How to complete this task:
Which of the lines below mention the word "Chauplin"? Pull each one out.

(Saved data entries)
************
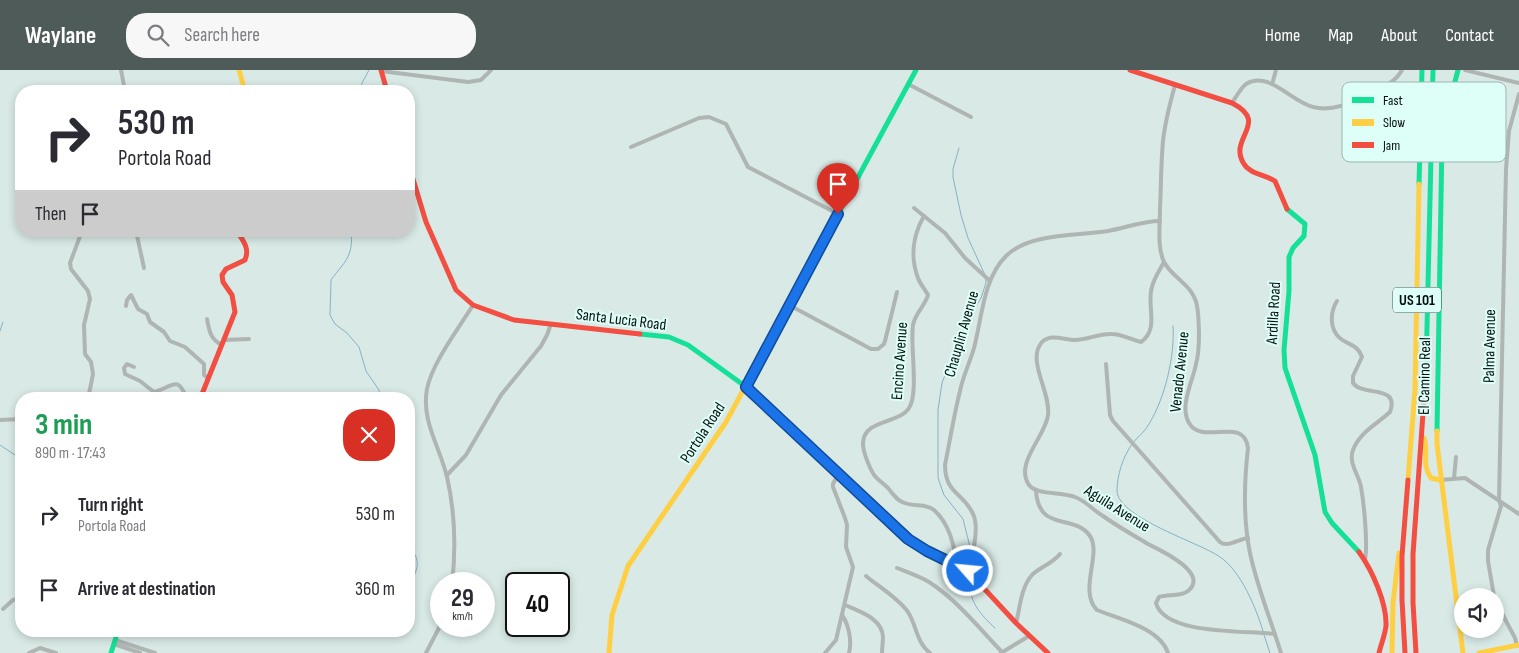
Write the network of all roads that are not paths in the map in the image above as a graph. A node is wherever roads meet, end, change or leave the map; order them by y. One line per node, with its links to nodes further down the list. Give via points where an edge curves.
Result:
1 (121, 70): 14 (street)
2 (239, 70): 15 (main road)
3 (381, 70): 4 (street, via 468,82 480,80); 16 (main road)
4 (491, 70)
5 (916, 70): 13 (main road, Portola Road)
6 (1130, 70): 17 (main road, Ardilla Road)
7 (1276, 70): 10 (street)
8 (1402, 70): 11 (street)
9 (1465, 70): 12 (street)
10 (1273, 81): 19 (street, via 1261,78 1250,81); 20 (street, via 1311,107)
11 (1390, 82)
12 (1519, 83)
13 (908, 84): 21 (street); 28 (main road, Portola Road)
14 (124, 85)
15 (243, 85)
16 (385, 85)
17 (1175, 85): 19 (main road, Ardilla Road); 30 (street, via 1163,141)
18 (1519, 94): 64 (street, Palma Avenue, via 1509,131 1506,169)
19 (1232, 103): 69 (main road, Ardilla Road, via 1245,110 1249,118 1240,145 1243,162 1250,170 1275,181 1287,210 1306,227 1304,236 1289,257 1285,368 1315,455 1325,512)
20 (1342, 105)
21 (972, 117)
22 (631, 147): 28 (street, via 699,118 709,117 726,124 748,167)
23 (1420, 162): 66 (main road, El Camino Real / US 101, via 1416,372)
24 (1431, 162): 57 (main road, El Camino Real / US 101)
25 (1442, 162): 62 (main road, El Camino Real, via 1436,435)
26 (415, 186): 39 (main road, Santa Lucia Road, via 456,290)
27 (914, 208): 29 (street)
28 (838, 214): 40 (main road, Portola Road)
29 (924, 216): 36 (street, via 945,233 965,258); 70 (street, Encino Avenue, via 918,227 913,261 928,295 916,314 913,326 912,404 898,418 874,426 863,444 874,474 897,498 906,504 926,506 939,516 955,548)
30 (1160, 221): 34 (street); 36 (street, Chauplin Avenue, via 1026,244 1005,257)
31 (80, 237): 50 (street, via 70,263 90,299 84,325 85,354 91,362 93,374)
32 (137, 237): 35 (street)
33 (241, 237): 45 (main road, via 248,255 222,275 232,295 235,312)
34 (1164, 262): 63 (street, via 1152,286 1150,331 1141,342 1110,334 1082,340 1054,337 1039,347 1036,361 1047,394 1048,416 1024,473 1027,483); 67 (street, Venado Avenue, via 1189,288 1197,303 1198,350 1188,397 1188,422 1199,432 1235,432 1242,436 1248,448 1244,497)
35 (144, 268)
36 (990, 281): 72 (street, Chauplin Avenue, via 974,348 960,388 945,465 949,485 970,509 974,519 974,541)
37 (897, 292): 40 (street, via 886,341 878,349)
38 (1337, 301): 69 (street, via 1332,314 1334,331 1362,357 1353,383 1361,390 1383,393 1392,404 1390,412 1362,435 1351,455 1361,488)
39 (473, 305): 43 (main road, Santa Lucia Road, via 514,320); 60 (street, via 439,360 426,392 432,435)
40 (789, 305): 49 (main road, Portola Road)
41 (126, 306): 48 (street, via 131,295 138,309 147,314 150,322 170,341 186,347 204,364 204,375)
42 (207, 319): 45 (street, via 215,342)
43 (551, 324): 49 (main road, Santa Lucia Road, via 677,340); 60 (street, via 541,346 500,395 466,454)
44 (249, 339): 45 (street)
45 (223, 342): 48 (main road)
46 (1106, 364): 67 (street, via 1113,421 1220,542 1226,544)
47 (134, 368): 52 (street, via 126,364 126,374)
48 (208, 378): 54 (main road)
49 (746, 387): 59 (main road, Santa Lucia Road); 94 (main road, Portola Road, via 716,438 628,566 615,602)
50 (90, 392)
51 (154, 392): 53 (street, via 177,384)
52 (154, 392)
53 (184, 392)
54 (203, 392)
55 (15, 419): 56 (street)
56 (0, 420)
57 (1423, 433): 62 (main road, via 1426,471 1431,478); 106 (main road, El Camino Real / US 101, via 1413,554)
58 (1456, 457): 61 (street)
59 (839, 473): 70 (main road, Santa Lucia Road, via 908,539); 77 (street, via 833,487 845,518 846,547 854,568)
60 (447, 476): 73 (street, via 454,520)
61 (1454, 478): 62 (street); 64 (street, via 1468,480)
62 (1440, 480): 107 (main road, El Camino Real)
63 (1036, 491): 82 (street, Aguila Avenue, via 1062,493 1080,499 1183,565 1193,579 1191,588 1184,594 1159,597 1156,603 1161,612 1181,625); 101 (street, via 1038,504 1048,517 1077,526 1092,541 1094,556 1090,573 1094,607 1146,630 1164,645)
64 (1499, 500): 65 (street); 75 (street, Palma Avenue, via 1501,506 1488,550)
65 (1519, 514)
66 (1403, 529): 104 (main road, via 1395,571); 105 (main road, El Camino Real / US 101)
67 (1248, 538): 82 (street, Venado Avenue, via 1257,580)
68 (1060, 554): 81 (street, via 1032,575 1025,585)
69 (1365, 560): 103 (main road, Ardilla Road, via 1385,611 1386,628)
70 (958, 565): 72 (main road, Santa Lucia Road)
71 (897, 568): 99 (street, via 928,582 947,596)
72 (968, 571): 81 (main road, Santa Lucia Road)
73 (452, 572)
74 (866, 576): 98 (street, via 904,608 919,640)
75 (1493, 588)
76 (15, 600): 78 (street)
77 (846, 604): 79 (street); 97 (street, via 877,623 883,634)
78 (3, 609)
79 (842, 615): 95 (street, via 836,640); 96 (street, via 850,635)
80 (1504, 617): 87 (street)
81 (1016, 623): 83 (main road, Santa Lucia Road)
82 (1275, 634): 102 (street, Venado Avenue)
83 (1029, 636): 99 (street); 100 (main road, Santa Lucia Road)
84 (116, 637): 86 (main road)
85 (434, 637): 93 (street)
86 (115, 642): 90 (main road); 91 (street); 92 (street)
87 (1518, 646): 108 (main road)
88 (29, 653): 89 (street, via 40,648)
89 (56, 653)
90 (111, 653)
91 (140, 653)
92 (155, 653)
93 (426, 653)
94 (609, 653)
95 (825, 653)
96 (849, 653)
97 (882, 653)
98 (930, 653)
99 (1001, 653)
100 (1048, 653)
101 (1168, 653)
102 (1281, 653)
103 (1379, 653)
104 (1392, 653)
105 (1405, 653)
106 (1416, 653)
107 (1463, 653)
108 (1479, 653)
************
Response:
30 (1160, 221): 34 (street); 36 (street, Chauplin Avenue, via 1026,244 1005,257)
36 (990, 281): 72 (street, Chauplin Avenue, via 974,348 960,388 945,465 949,485 970,509 974,519 974,541)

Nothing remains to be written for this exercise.